From the time it was a ramshackle building on Rio Salado Drive until its latest incarnation in a huge new building in south Tempe, Nita's was a beacon for live music.
Local favorites turned national celebrities such as Jimmy Eat World and The Format graced the Nita's stage long before they were household names. It was the kind of place people went to see their favorite bands right before the bands hit the big-time.
But on Jan. 13, Nita's Hideaway closed its doors to the public, bringing to an end 30 years of local history.
The rumor mill has been turning viciously regarding the closure. Mark and Abby Covert, who have owned and managed the club for the past six years, say they want to stop all gossip as quickly as possible.
The Coverts say the problems started with the heavy opposition they faced when moving into the current building on Southern Avenue and Price Road and continued over disputes with their landlord ever since.
In April, what Mark calls "the first catastrophic problem" occurred. The air conditioner broke inside the building, something that could spell disaster for business, especially with the stifling Arizona summer approaching. The Coverts swallowed the cost and paid for the repairs, only to have it explode again during the first week of June. At that point the Coverts say they went to their landlord and asked for his help in paying for the repairs.
Their problems with the landlord started there. The Coverts say they wanted a guarantee that they could operate without having to foot such enormous bills for repairs to the building.

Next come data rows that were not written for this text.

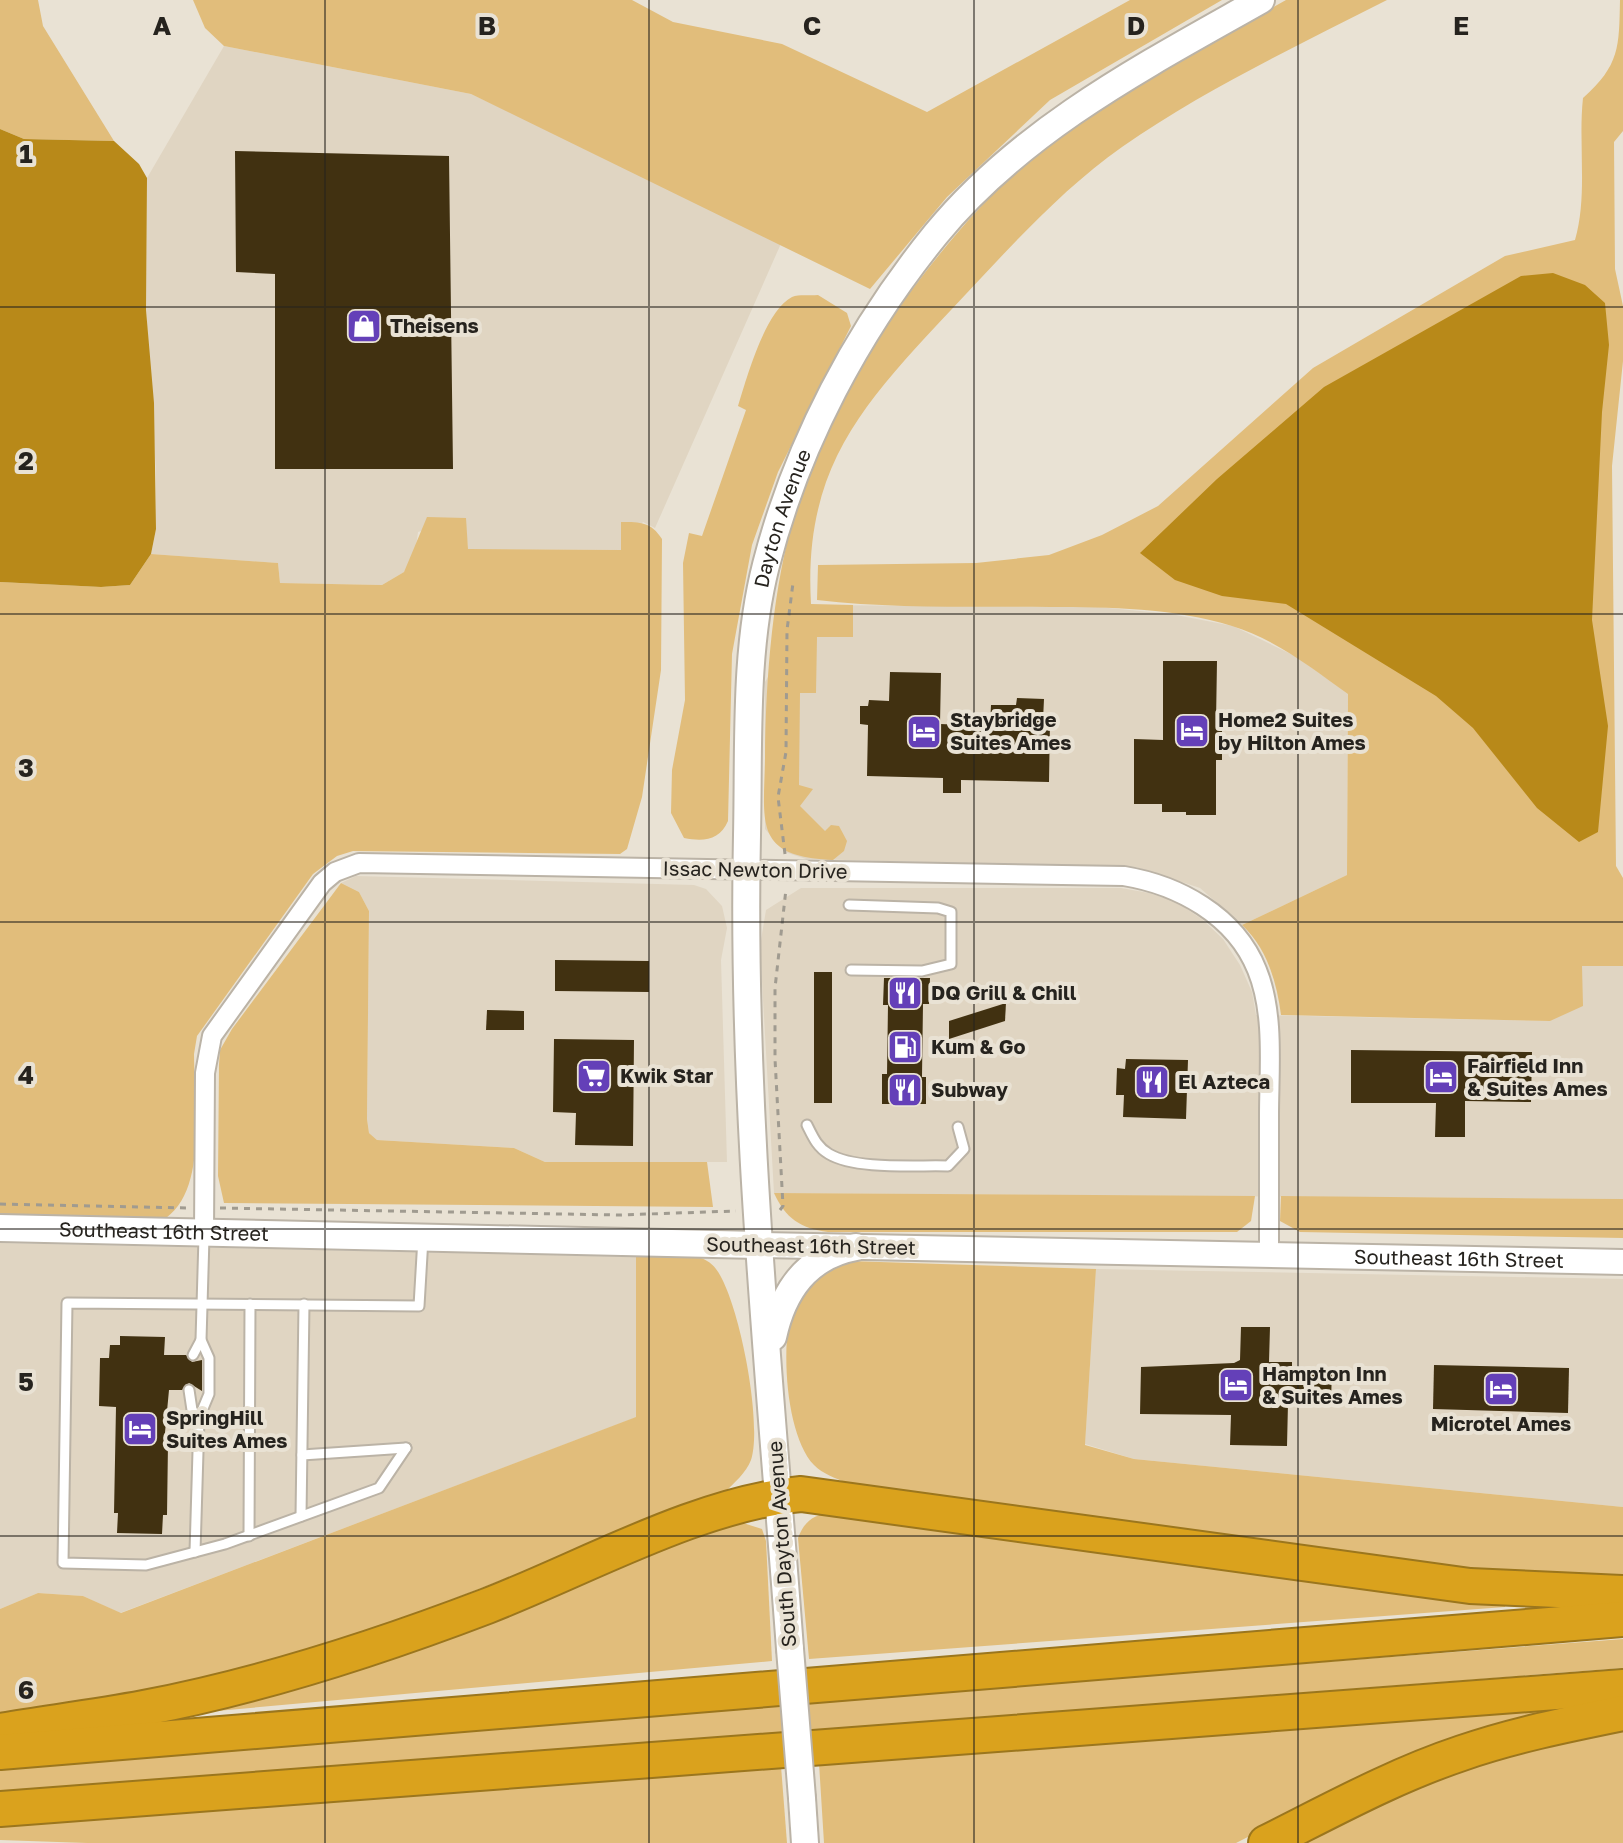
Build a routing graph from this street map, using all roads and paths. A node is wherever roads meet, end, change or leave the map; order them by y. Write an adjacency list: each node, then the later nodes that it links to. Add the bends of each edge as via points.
1 (1261, 0): 4 (main road, Dayton Avenue, via 1064,118 991,177 938,231 875,317 791,483 765,569 753,655)
2 (793, 583): 3 (path, via 787,630 786,752 778,797)
3 (785, 852)
4 (746, 871): 16 (street, Issac Newton Drive, via 359,863 335,872 212,1036 205,1073); 18 (main road, Dayton Avenue); 20 (street, Issac Newton Drive, via 1124,876 1159,882 1206,908 1244,946 1258,970 1264,997 1269,1045)
5 (786, 891): 13 (path, via 775,988)
6 (849, 905): 7 (lane, via 951,912 951,964 922,971)
7 (851, 970)
8 (807, 1125): 9 (lane, via 815,1143 831,1155 856,1162 948,1166 964,1149)
9 (958, 1127)
10 (0, 1204): 11 (path)
11 (180, 1208)
12 (227, 1209): 14 (path)
13 (782, 1210)
14 (719, 1212)
15 (0, 1228): 16 (main road, Southeast 16th Street)
16 (204, 1233): 17 (main road, Southeast 16th Street); 22 (lane)
17 (423, 1238): 18 (main road, Southeast 16th Street); 24 (lane, via 419,1306)
18 (759, 1245): 19 (street, Southeast 16th Street); 27 (main road, South Dayton Avenue)
19 (856, 1247): 20 (street, Southeast 16th Street); 27 (main road, via 823,1257 799,1277 782,1306)
20 (1269, 1256): 21 (street, Southeast 16th Street)
21 (1623, 1262)
22 (202, 1304): 23 (lane); 25 (lane); 34 (lane, via 67,1303 63,1563 146,1565)
23 (250, 1304): 24 (lane); 33 (lane)
24 (304, 1304): 30 (lane)
25 (201, 1340): 26 (lane); 29 (lane, via 209,1358 209,1394)
26 (193, 1355)
27 (769, 1368): 31 (main road, South Dayton Avenue)
28 (189, 1390): 29 (lane)
29 (199, 1418): 34 (lane)
30 (302, 1455): 32 (lane); 32 (lane, via 406,1448 379,1488)
31 (779, 1496): 35 (highway, via 817,1496 1470,1586); 39 (highway, via 705,1517 486,1606 345,1655 145,1708); 42 (main road, South Dayton Avenue, bridge)
32 (301, 1516): 33 (lane)
33 (249, 1536): 34 (lane)
34 (195, 1552)
35 (1623, 1593)
36 (1623, 1619): 40 (highway)
37 (1623, 1687): 41 (highway)
38 (1623, 1713): 43 (highway, via 1462,1753 1390,1781)
39 (0, 1731)
40 (0, 1752)
41 (0, 1809)
42 (805, 1843)
43 (1266, 1843)

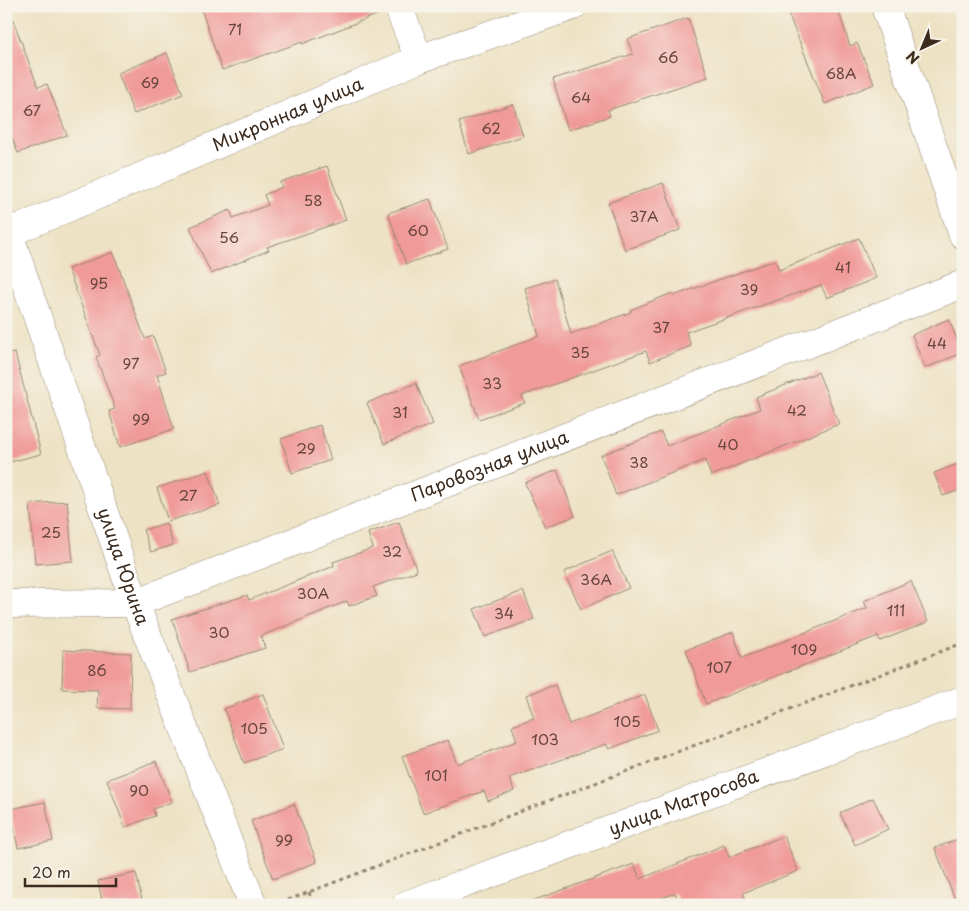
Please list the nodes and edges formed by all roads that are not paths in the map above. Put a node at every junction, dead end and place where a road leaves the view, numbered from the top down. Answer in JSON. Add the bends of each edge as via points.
{"nodes":[{"id":1,"x":398,"y":6,"type":"edge"},
{"id":2,"x":573,"y":6,"type":"edge"},
{"id":3,"x":885,"y":6,"type":"edge"},
{"id":4,"x":419,"y":59,"type":"junction"},
{"id":5,"x":7,"y":231,"type":"edge"},
{"id":6,"x":963,"y":235,"type":"edge"},
{"id":7,"x":963,"y":284,"type":"edge"},
{"id":8,"x":135,"y":602,"type":"junction"},
{"id":9,"x":6,"y":604,"type":"edge"},
{"id":10,"x":963,"y":700,"type":"edge"},
{"id":11,"x":253,"y":905,"type":"edge"},
{"id":12,"x":406,"y":905,"type":"edge"}],
"edges":[{"from":1,"to":4,"type":"street"},
{"from":2,"to":4,"type":"street","name":"Микронная улица"},
{"from":3,"to":6,"type":"street"},
{"from":4,"to":5,"type":"street","name":"Микронная улица"},
{"from":5,"to":8,"type":"street","name":"улица Юрина"},
{"from":7,"to":8,"type":"street","name":"Паровозная улица"},
{"from":8,"to":9,"type":"street","name":"Паровозная улица"},
{"from":8,"to":11,"type":"street","name":"улица Юрина"},
{"from":10,"to":12,"type":"street","name":"улица Матросова"}]}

Some business owners might see such malfunctions as red flags, but the Coverts hoped the problems with the landlord would prove to be only a minor snag in what they were trying to accomplish with the new venue.
"We believed in it," Abby says. "We were developing the building and people seemed to really like it."
Unfortunately, believing in the club was not enough. After the air conditioner debacle, problems with the landlord began to snowball.
They began to have problems with the threat of their lease ending any day. The landlord and his attorneys terminated the original lease and put the building on what the Coverts described as an "unworkable" lease. According to Mark the lease kept them in a state of uncertainty from month-to-month making it difficult to book bands far in advance.
"There were problems with the landlord over who owed what, and it just got very, very ugly," Mark says.
Soon the Coverts found themselves spending more time in court working things out with attorneys rather than booking bands. The landlord could not be contacted for comment.
"That's not why we got into the music business -- to sit in court every week," Abby says.
"It became far too much of a battle," Mark says. "It's not that we're afraid of hard work, but there was no joy in the work anymore and we just had to close."
Although the couple is sad about having to close, they insist they do not want to point fingers.
"Looking back at all the struggles with the building, any one of those things would have been enough to get through by themselves, but put together, it was too much," Abby says.
The Coverts and their employees are now doing their best to cope with the loss of a place they loved dearly.
Erika Miller, the former marketing director for the club, likens the closure to the loss of a loved one.
"I feel like I'm grieving for a person right now," she says. "It's just a definite sense of loss. Everybody was there for the music; I mean nobody ever made a million bucks by working there. They were there for the music and for the people, and it is just so sad to see that go."